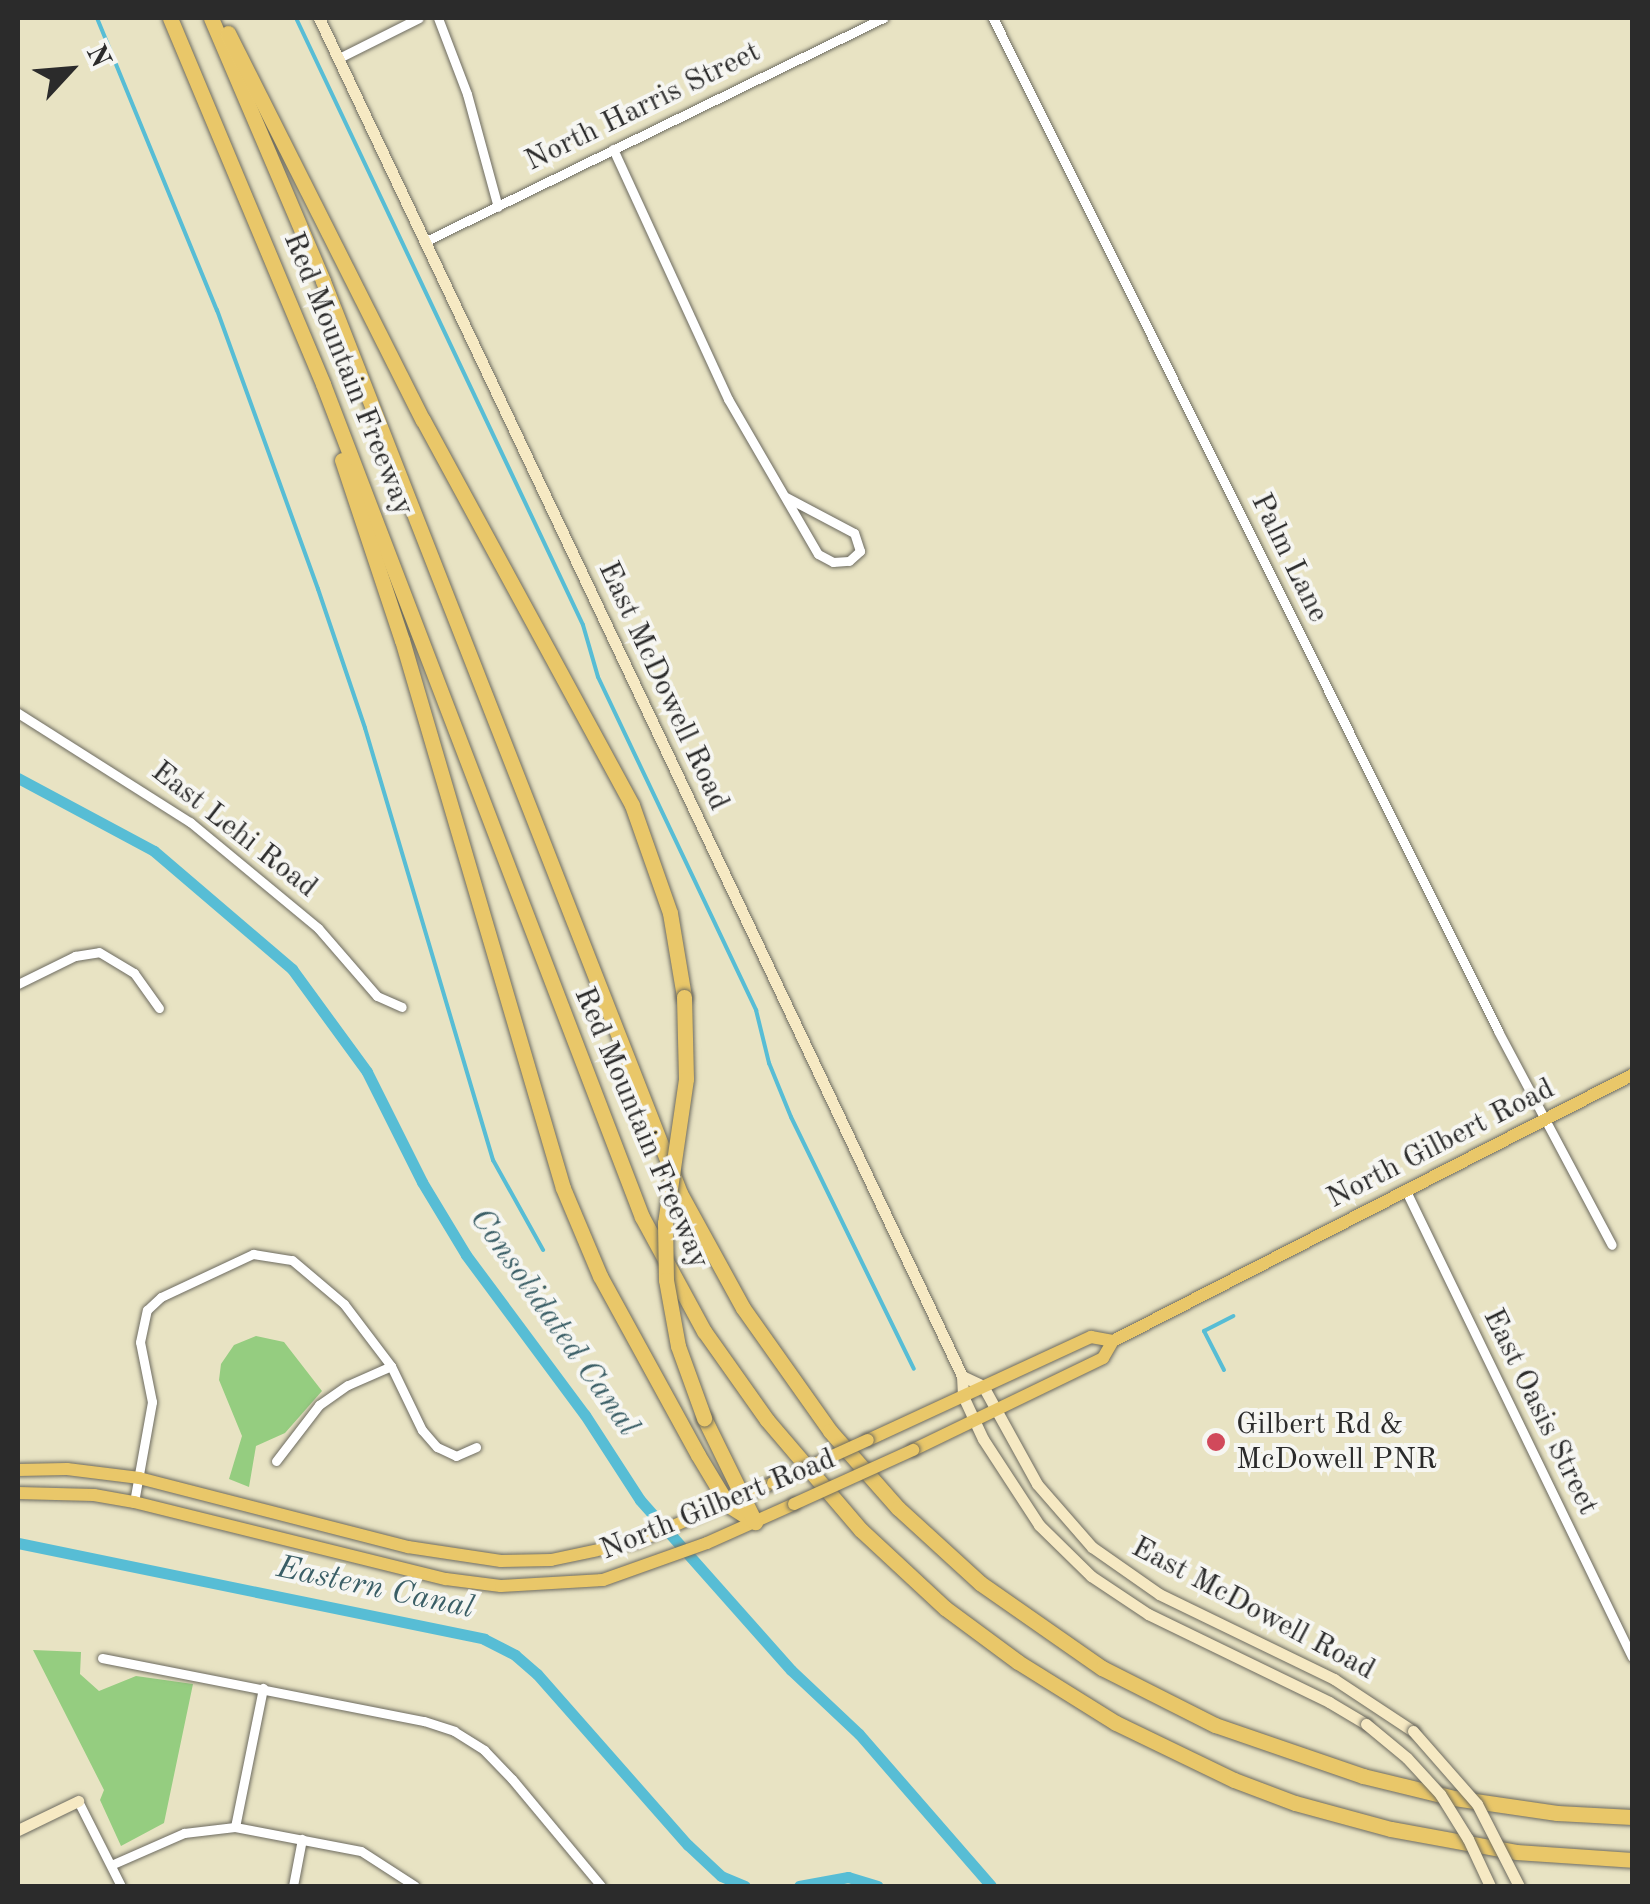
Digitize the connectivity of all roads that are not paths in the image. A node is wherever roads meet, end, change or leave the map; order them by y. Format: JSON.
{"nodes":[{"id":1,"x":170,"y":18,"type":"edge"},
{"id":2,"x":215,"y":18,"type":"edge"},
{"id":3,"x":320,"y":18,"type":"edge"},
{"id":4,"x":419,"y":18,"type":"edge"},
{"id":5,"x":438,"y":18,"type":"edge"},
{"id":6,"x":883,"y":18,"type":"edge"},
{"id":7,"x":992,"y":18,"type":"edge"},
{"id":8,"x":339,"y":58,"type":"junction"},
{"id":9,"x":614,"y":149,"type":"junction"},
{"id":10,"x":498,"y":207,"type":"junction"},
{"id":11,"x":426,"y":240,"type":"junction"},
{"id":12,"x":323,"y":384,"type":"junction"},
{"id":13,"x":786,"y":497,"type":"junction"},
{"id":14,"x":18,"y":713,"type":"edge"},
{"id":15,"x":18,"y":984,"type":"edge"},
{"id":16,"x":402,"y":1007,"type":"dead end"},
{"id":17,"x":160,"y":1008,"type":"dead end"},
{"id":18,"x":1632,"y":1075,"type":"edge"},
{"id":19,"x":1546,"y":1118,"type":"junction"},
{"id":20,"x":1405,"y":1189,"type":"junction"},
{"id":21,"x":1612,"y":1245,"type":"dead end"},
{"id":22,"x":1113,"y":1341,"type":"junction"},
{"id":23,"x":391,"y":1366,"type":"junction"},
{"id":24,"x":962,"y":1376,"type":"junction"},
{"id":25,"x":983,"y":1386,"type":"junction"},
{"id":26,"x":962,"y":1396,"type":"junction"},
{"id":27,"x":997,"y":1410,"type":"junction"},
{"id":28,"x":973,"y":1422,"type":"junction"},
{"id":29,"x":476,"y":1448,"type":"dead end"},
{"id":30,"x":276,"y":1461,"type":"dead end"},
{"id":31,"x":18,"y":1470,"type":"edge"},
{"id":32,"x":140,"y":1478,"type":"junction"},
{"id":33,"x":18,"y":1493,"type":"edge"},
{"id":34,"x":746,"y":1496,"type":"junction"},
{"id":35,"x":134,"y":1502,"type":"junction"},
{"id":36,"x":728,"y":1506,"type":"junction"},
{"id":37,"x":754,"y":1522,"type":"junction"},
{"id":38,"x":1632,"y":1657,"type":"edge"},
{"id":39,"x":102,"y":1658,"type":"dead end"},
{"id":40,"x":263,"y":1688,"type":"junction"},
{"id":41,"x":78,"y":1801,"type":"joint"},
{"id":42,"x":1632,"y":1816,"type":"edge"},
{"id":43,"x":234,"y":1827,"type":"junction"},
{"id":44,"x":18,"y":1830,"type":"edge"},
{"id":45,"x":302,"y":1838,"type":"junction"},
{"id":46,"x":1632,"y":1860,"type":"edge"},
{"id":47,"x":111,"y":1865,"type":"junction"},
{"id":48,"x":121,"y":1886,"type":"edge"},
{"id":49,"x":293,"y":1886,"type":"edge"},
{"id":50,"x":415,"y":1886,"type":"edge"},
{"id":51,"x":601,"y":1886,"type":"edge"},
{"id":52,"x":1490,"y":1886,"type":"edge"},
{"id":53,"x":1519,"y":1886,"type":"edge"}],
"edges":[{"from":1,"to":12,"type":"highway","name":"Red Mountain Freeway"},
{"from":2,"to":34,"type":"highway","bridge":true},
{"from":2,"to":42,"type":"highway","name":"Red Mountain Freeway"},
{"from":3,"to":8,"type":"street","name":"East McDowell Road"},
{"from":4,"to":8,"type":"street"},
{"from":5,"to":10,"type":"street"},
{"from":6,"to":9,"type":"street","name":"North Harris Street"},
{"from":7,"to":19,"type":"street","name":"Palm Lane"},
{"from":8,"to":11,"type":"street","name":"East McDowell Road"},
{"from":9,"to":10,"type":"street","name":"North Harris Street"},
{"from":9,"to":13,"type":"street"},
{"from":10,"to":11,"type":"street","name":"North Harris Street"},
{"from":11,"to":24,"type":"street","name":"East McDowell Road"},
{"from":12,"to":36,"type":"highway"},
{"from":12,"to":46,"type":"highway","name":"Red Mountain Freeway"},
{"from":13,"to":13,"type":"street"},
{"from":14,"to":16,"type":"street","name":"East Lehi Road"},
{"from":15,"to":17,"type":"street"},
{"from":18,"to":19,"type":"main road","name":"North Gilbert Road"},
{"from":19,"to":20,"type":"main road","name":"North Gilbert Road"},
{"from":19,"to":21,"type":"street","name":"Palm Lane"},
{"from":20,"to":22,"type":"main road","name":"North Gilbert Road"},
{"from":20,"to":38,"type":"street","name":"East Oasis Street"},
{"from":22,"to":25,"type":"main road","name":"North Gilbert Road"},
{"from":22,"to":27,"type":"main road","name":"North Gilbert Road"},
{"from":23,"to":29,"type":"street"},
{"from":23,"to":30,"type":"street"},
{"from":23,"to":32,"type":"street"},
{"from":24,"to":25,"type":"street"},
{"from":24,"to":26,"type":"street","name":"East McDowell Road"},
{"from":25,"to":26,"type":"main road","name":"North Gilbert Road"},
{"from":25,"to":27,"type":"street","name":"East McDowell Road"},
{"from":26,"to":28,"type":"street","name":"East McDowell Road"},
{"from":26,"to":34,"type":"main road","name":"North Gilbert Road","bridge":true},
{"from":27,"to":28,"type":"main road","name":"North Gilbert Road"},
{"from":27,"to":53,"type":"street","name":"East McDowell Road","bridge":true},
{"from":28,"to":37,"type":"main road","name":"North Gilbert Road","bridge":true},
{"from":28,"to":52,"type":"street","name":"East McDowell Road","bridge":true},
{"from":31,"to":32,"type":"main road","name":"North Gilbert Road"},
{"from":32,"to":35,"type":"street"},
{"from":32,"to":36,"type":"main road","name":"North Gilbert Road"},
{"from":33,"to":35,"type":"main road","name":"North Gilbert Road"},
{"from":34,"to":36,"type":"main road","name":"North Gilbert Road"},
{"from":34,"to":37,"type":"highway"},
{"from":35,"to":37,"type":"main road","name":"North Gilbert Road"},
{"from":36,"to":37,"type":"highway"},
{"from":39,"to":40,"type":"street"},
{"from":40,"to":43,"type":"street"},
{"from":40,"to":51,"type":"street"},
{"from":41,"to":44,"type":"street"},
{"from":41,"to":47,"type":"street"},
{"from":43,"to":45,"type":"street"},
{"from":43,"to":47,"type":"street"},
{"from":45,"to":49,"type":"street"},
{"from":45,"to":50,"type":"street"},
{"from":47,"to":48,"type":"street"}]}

- - -

**TASK STATEMENT:** Work out how many lines of the listing contain the string "Mountain". Please reply with the number only.

**TASK OUTPUT:** 3